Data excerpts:
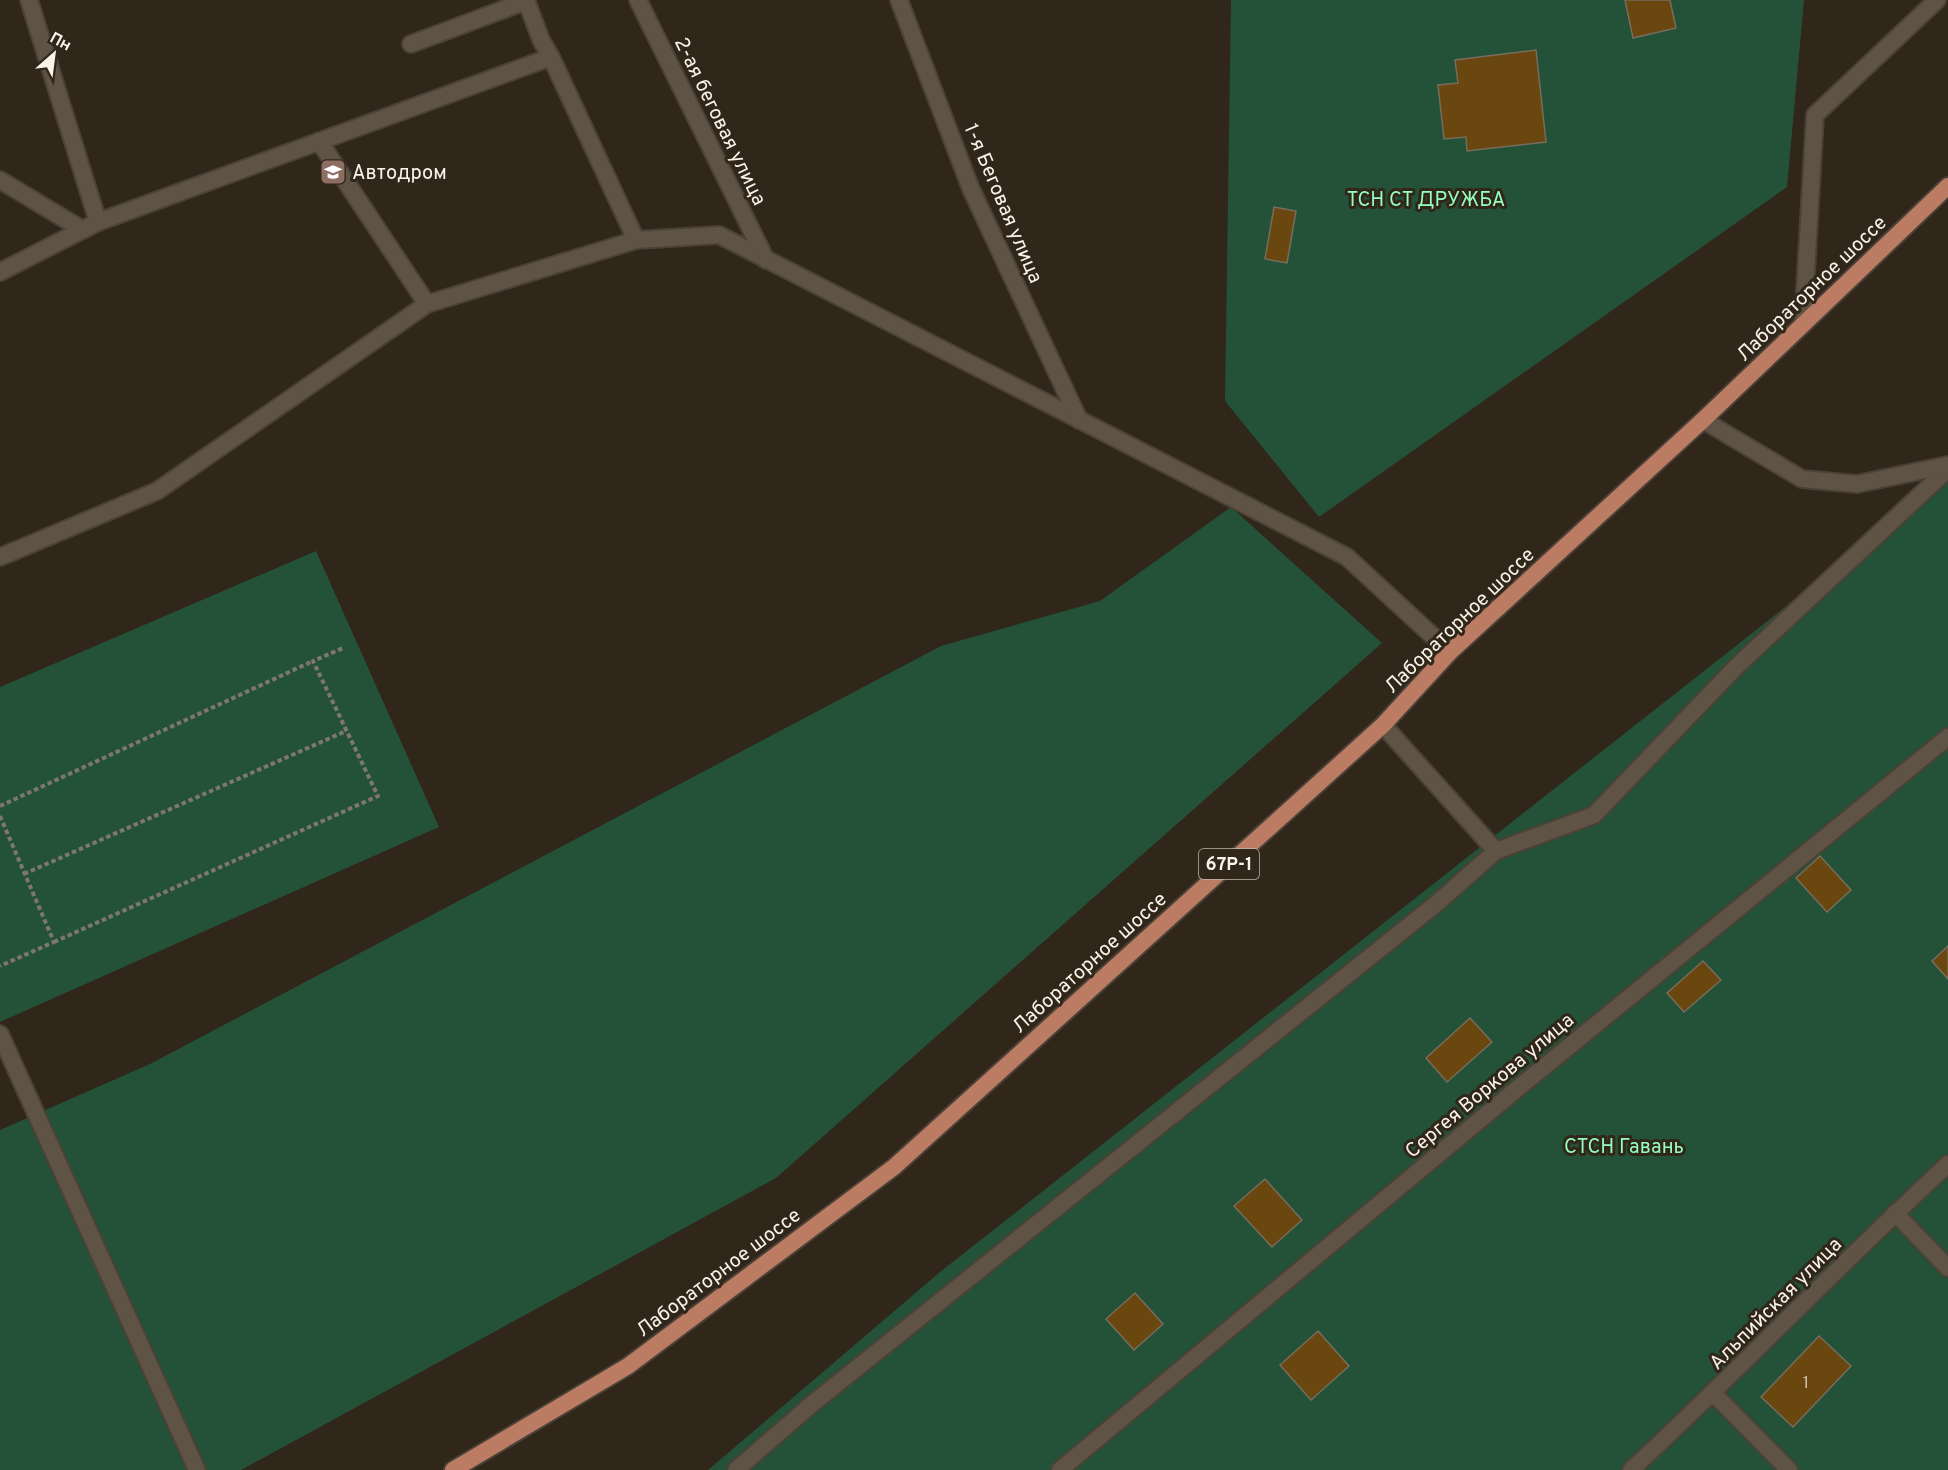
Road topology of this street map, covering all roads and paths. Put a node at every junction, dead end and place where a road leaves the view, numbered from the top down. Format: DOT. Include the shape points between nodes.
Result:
graph roads {
  1 [pos="29,0"];
  2 [pos="526,0"];
  3 [pos="638,0"];
  4 [pos="899,0"];
  5 [pos="1937,0"];
  6 [pos="411,44"];
  7 [pos="551,57"];
  8 [pos="319,141"];
  9 [pos="0,180"];
  10 [pos="1948,186"];
  11 [pos="91,226"];
  12 [pos="636,240"];
  13 [pos="766,260"];
  14 [pos="0,272"];
  15 [pos="427,304"];
  16 [pos="1803,325"];
  17 [pos="1078,420"];
  18 [pos="1703,420"];
  19 [pos="1948,467"];
  20 [pos="0,557"];
  21 [pos="343,648"];
  22 [pos="1450,652"];
  23 [pos="313,661"];
  24 [pos="1383,726"];
  25 [pos="346,731"];
  26 [pos="1948,737"];
  27 [pos="0,806"];
  28 [pos="0,816"];
  29 [pos="1496,851"];
  30 [pos="24,874"];
  31 [pos="54,942"];
  32 [pos="0,966"];
  33 [pos="0,1034"];
  34 [pos="1948,1164"];
  35 [pos="1895,1214"];
  36 [pos="1948,1268"];
  37 [pos="1713,1393"];
  38 [pos="197,1470"];
  39 [pos="453,1470"];
  40 [pos="736,1470"];
  41 [pos="1060,1470"];
  42 [pos="1631,1470"];
  43 [pos="1789,1470"];
  1 -- 11 [label="street"];
  2 -- 6 [label="street"];
  2 -- 7 [label="street"];
  3 -- 13 [label="street, 2-ая беговая улица"];
  4 -- 17 [label="street, 1-я Беговая улица" via="971,189"];
  5 -- 16 [label="street" via="1815,115"];
  7 -- 8 [label="street"];
  7 -- 12 [label="street"];
  8 -- 11 [label="street"];
  8 -- 15 [label="street"];
  9 -- 11 [label="street"];
  10 -- 16 [label="main road, Лабораторное шоссе / 67Р-1"];
  11 -- 14 [label="street"];
  12 -- 13 [label="street" via="719,236"];
  12 -- 15 [label="street"];
  13 -- 17 [label="street"];
  15 -- 20 [label="street" via="157,491"];
  16 -- 18 [label="main road, Лабораторное шоссе / 67Р-1"];
  17 -- 22 [label="street" via="1347,557"];
  18 -- 19 [label="street" via="1802,479 1857,484"];
  18 -- 22 [label="main road, Лабораторное шоссе / 67Р-1"];
  19 -- 29 [label="street" via="1737,666 1594,815"];
  21 -- 23 [label="path"];
  22 -- 24 [label="main road, Лабораторное шоссе / 67Р-1"];
  23 -- 25 [label="path"];
  23 -- 27 [label="path"];
  24 -- 29 [label="street"];
  24 -- 39 [label="main road, Лабораторное шоссе / 67Р-1" via="894,1167 628,1366"];
  25 -- 30 [label="path"];
  25 -- 31 [label="path" via="378,796"];
  26 -- 41 [label="street, Сергея Воркова улица"];
  28 -- 30 [label="path"];
  29 -- 40 [label="street" via="1427,912 812,1404"];
  30 -- 31 [label="path"];
  31 -- 32 [label="path"];
  33 -- 38 [label="street"];
  34 -- 35 [label="street, Альпийская улица"];
  35 -- 36 [label="street"];
  35 -- 37 [label="street, Альпийская улица"];
  37 -- 42 [label="street, Альпийская улица"];
  37 -- 43 [label="street"];
}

• [Assigned task]: Copy out each line of the records where the string "Лабораторное" appears.

• [Exercise response]:
  10 -- 16 [label="main road, Лабораторное шоссе / 67Р-1"];
  16 -- 18 [label="main road, Лабораторное шоссе / 67Р-1"];
  18 -- 22 [label="main road, Лабораторное шоссе / 67Р-1"];
  22 -- 24 [label="main road, Лабораторное шоссе / 67Р-1"];
  24 -- 39 [label="main road, Лабораторное шоссе / 67Р-1" via="894,1167 628,1366"];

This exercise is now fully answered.